Pony Tales From the Chinese Border

Indian ponies do not follow directions. But Austrian ones certainly do.

Published: 09th February 2014 08:59 AM  |   Last Updated: 09th February 2014 08:59 AM   |  A+A-


Quit horsing around, seems to be the message when it comes to the Army’s pony express. The DRDO’s Defence Institute of High Altitude Research (DIHAR) laboratory in Leh has crossbreed Zanskar ponies which are native to the Zanskar valley in Ladakh region with the Austrian Halflinger male, a draught purpose breed.

The Indian Army is in the process of breeding some 10,000 crossbred Zanskar ponies to be supplied over a period of five years. These horses are said to be a more sturdy and disciplined lot than the mules presently used for ferrying ration, arms and ammunition for soldiers in high altitude zones not accessible by vehicle.

It was not an easy task as it took eight years for scientists at the Defence Research and Development Organisation (DRDO) to succeed in meeting the Indian Army’s requirement of ponies, which are lifeline for soldiers in the mountain region of Kashmir valley.

Following the successful trials of Zanskar ponies in Kargil region, DIHAR has now transferred the germplasm, which includes semen and other tissues that can be used for breeding, to the Army’s Remount Veterinary Corps (RVC) for further breeding of ponies to meet the demand of Indian Army. 

“The difficult mountainous terrain of the Himalayan region poses a formidable challenge for military operations. The strategic importance of guarding them to prevent hostile infiltration requires huge deployment of troops along with logistic supply chain and ponies play a very important role in it,” said DIHAR Director Dr R B Srivastava. 

The Indian Army has been using mules which are being bred and trained at sea levels and subsequently deployed in high altitude. But most of these mules, close to 10,000 are in use at present, suffered from lack of high altitude adaptability and succumbed to various maladies thus, affecting the operational efficiency and preparedness of units.

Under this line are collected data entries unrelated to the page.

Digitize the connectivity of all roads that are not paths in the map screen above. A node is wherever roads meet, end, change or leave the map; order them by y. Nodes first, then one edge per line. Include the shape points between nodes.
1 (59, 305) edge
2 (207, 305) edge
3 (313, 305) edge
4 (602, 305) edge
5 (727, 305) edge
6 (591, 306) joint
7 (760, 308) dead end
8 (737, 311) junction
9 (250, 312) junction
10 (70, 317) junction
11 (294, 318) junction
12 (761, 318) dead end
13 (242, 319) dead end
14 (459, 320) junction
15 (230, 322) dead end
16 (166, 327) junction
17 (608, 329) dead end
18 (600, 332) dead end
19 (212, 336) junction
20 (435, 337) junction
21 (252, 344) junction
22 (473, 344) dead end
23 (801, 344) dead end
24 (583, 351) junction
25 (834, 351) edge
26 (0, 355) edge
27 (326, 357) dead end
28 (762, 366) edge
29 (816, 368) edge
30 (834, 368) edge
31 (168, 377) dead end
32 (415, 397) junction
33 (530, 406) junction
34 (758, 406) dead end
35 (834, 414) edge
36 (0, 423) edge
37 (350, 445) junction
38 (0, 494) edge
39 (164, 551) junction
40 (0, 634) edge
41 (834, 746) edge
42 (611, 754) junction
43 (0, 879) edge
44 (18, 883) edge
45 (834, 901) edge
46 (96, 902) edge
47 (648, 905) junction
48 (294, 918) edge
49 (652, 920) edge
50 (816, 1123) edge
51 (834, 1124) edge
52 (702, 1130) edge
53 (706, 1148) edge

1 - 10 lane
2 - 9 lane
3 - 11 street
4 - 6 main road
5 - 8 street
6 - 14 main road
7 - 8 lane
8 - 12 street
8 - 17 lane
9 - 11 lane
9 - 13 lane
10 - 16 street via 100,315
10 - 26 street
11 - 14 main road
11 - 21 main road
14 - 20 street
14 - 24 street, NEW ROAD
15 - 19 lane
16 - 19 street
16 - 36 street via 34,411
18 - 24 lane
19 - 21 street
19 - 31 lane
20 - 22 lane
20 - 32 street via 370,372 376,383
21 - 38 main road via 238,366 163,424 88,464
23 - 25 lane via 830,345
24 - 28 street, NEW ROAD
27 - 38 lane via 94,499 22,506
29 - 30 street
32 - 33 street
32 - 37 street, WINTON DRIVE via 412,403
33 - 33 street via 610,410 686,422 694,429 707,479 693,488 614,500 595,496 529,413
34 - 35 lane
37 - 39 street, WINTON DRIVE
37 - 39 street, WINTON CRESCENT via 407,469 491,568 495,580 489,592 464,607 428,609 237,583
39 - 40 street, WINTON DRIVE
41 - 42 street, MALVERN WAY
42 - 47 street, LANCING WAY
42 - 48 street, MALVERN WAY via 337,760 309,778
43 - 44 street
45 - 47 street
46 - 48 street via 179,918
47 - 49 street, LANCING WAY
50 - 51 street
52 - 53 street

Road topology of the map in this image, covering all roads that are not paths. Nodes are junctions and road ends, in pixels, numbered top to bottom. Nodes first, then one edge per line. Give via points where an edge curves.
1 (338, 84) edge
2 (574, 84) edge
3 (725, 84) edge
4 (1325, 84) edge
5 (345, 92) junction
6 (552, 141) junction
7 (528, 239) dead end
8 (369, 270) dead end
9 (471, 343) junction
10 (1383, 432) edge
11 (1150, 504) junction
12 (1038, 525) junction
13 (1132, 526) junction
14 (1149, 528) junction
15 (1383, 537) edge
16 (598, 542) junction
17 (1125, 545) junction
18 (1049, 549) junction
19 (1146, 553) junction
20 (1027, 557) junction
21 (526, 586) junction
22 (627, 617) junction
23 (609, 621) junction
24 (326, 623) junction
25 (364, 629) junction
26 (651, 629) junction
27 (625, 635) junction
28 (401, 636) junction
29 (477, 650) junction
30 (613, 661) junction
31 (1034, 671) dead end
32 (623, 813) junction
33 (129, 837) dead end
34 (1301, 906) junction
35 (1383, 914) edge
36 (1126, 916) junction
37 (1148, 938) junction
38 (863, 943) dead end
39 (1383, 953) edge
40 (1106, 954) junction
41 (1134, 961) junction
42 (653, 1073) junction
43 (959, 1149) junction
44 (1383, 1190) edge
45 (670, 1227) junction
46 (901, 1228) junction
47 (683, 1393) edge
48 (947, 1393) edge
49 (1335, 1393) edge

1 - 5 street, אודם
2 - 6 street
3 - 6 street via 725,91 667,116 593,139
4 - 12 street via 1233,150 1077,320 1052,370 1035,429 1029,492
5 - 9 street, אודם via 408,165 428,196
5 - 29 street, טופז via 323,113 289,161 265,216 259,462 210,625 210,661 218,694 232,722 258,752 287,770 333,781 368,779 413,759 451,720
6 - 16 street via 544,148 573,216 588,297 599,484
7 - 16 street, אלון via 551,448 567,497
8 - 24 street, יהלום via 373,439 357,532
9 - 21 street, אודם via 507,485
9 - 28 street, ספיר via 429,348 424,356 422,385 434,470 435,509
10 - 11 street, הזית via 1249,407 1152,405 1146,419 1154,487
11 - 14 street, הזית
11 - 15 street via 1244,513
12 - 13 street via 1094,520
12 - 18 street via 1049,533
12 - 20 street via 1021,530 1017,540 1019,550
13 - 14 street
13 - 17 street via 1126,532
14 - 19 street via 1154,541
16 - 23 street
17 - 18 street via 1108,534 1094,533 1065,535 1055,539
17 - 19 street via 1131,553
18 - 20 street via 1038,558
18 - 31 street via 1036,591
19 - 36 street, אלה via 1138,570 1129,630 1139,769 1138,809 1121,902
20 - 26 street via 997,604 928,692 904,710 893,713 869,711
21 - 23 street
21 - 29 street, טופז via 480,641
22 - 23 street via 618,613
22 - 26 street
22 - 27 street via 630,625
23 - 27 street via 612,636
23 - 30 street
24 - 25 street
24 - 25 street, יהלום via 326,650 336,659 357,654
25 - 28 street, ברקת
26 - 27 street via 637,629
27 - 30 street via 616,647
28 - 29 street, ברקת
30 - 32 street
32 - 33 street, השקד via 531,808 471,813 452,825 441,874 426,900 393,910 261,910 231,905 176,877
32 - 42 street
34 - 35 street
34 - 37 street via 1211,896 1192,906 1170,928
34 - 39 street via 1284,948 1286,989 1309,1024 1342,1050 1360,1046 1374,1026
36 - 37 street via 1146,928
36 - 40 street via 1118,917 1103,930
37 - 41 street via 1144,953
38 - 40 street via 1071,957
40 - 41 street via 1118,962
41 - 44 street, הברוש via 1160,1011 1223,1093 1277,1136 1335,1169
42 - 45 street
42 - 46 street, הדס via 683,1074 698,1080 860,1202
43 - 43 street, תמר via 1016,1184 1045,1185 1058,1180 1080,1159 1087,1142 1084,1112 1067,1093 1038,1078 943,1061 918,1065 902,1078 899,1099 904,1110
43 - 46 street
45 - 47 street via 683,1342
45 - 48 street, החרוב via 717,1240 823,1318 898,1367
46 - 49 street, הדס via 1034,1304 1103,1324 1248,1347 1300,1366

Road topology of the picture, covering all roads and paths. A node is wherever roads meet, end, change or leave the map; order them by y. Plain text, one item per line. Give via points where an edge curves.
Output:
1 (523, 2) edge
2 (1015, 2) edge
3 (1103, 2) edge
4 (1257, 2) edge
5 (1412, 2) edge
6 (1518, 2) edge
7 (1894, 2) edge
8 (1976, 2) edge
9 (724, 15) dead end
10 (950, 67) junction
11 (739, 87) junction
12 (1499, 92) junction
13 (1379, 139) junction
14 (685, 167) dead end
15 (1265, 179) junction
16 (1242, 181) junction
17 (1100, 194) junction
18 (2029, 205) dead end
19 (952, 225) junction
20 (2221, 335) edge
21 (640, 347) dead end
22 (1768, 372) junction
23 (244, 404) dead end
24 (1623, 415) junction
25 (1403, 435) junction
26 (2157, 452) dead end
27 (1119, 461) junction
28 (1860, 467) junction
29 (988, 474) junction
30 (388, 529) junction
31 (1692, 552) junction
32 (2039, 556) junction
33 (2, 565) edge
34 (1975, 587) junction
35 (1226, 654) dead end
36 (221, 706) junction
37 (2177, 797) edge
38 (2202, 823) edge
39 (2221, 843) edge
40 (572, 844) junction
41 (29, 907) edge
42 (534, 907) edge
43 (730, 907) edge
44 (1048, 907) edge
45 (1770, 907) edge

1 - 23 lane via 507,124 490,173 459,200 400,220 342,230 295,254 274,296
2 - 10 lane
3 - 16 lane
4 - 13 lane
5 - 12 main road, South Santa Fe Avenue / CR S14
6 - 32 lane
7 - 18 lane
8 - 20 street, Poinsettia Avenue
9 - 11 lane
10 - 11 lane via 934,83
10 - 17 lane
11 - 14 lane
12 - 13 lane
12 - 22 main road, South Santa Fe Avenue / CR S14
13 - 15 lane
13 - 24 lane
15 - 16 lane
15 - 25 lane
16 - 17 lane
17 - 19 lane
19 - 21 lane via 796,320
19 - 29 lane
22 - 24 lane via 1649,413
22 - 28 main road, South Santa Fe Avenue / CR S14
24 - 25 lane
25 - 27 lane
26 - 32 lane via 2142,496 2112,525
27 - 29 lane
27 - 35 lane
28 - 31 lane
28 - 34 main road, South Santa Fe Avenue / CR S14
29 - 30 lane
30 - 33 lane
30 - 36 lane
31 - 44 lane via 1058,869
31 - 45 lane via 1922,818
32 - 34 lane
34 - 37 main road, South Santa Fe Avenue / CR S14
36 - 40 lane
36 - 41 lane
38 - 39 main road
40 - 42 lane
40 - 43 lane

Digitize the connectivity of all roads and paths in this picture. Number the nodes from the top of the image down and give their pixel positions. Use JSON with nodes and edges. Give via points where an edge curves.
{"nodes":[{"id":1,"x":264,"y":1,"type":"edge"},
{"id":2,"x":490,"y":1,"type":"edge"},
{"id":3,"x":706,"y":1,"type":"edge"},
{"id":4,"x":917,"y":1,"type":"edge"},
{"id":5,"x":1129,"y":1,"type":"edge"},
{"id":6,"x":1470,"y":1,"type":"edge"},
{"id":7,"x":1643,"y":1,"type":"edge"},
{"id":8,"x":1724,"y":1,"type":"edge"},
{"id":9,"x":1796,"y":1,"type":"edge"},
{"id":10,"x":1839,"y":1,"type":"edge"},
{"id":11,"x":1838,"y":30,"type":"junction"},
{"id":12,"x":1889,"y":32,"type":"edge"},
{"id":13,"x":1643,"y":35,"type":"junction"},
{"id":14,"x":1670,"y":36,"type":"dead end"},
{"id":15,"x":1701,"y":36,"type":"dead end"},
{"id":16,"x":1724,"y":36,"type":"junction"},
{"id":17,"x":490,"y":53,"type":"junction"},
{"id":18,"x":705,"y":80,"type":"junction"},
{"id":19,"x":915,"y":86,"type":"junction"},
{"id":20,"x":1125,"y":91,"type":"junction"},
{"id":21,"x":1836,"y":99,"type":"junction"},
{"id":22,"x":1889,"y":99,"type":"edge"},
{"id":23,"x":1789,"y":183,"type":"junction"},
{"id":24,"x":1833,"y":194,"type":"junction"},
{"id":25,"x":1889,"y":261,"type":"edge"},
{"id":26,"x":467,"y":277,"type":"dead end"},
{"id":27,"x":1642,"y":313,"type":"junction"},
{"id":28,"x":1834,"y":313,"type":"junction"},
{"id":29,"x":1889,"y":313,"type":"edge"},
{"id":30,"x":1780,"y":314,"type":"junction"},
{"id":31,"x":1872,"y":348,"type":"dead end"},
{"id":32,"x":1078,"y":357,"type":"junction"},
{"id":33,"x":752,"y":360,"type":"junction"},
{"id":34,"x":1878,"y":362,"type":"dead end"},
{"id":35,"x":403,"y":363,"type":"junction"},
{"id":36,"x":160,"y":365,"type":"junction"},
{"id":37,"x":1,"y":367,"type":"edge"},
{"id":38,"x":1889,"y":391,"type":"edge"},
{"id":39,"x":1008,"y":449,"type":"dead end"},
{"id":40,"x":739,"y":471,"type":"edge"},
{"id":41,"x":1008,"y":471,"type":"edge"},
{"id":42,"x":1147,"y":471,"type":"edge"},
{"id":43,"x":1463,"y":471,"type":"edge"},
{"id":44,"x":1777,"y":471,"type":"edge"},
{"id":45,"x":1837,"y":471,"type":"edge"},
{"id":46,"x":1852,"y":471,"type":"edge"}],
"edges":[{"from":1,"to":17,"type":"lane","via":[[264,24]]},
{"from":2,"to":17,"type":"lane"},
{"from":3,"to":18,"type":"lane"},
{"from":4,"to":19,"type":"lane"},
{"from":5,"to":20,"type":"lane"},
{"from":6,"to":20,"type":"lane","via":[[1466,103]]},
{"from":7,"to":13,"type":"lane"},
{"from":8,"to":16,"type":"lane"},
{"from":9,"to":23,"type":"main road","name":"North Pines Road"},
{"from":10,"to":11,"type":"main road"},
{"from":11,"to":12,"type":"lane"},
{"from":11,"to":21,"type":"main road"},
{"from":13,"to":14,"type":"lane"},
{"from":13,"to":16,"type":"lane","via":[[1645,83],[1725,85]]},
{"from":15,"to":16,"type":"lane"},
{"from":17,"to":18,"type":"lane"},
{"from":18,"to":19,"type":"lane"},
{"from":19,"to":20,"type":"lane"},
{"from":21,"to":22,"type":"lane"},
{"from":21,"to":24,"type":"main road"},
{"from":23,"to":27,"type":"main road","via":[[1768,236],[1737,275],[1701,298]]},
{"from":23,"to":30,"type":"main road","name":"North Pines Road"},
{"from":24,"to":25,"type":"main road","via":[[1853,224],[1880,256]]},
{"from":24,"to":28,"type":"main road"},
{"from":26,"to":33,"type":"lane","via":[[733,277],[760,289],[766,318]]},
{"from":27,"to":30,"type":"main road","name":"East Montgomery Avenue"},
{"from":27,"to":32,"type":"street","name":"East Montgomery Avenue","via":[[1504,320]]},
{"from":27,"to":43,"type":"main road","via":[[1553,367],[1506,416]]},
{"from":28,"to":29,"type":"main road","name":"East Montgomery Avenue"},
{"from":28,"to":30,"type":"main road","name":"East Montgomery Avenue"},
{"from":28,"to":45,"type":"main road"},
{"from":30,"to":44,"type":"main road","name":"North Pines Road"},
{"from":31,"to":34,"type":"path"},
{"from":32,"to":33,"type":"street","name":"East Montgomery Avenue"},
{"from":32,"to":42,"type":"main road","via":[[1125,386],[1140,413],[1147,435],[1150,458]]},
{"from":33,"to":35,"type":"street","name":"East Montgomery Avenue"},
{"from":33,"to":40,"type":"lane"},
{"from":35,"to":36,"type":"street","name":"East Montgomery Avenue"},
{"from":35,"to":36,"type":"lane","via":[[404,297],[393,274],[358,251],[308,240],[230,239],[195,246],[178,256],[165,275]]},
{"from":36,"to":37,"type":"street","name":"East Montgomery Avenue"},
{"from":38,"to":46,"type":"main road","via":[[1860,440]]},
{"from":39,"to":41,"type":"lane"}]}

“It was also found that the mules lose their tracks and their weight carrying capacity was not much. So some seven-eight years back we were told to identify and propagate pack-animal for army transport which is more disciplined, resistant to high altitude related maladies and has more load carrying capacity,” he said.

DIHAR got an Austrian Halflinger male as the breed is known for its hardiness and crossbred with the Ladakhi Zanskar ponies. The progeny produced using artificial insemination was put to field trials with Ladakh Scouts and are found to be the best transport animals for military transport in this region.

“These crossbred ponies are sure-footed to negotiate narrow tracks and their weight carrying capacity is about 50-60 kilograms. They can also carry heavy artillery guns and ammunitions. They can survive on local feed and fodder and require less feed. In case of emergencies, they can be deployed without any acclimatisation,” said another scientist, who is part of the project. However, he refused to disclose the costs involved in the pony breeding project, which is part of their other animal breeding programmes.    

Equines have been playing significant role in defence forces since time immemorial. Even in today's era of modernisation, the equine draught power cannot be done away with in many strategic areas of the Kashmir valley.

“Their importance has been amply demonstrated during the India-Pakistan Kargil war in 1999, when mules were used to carry all logistics and ammunition supply,” the scientist said.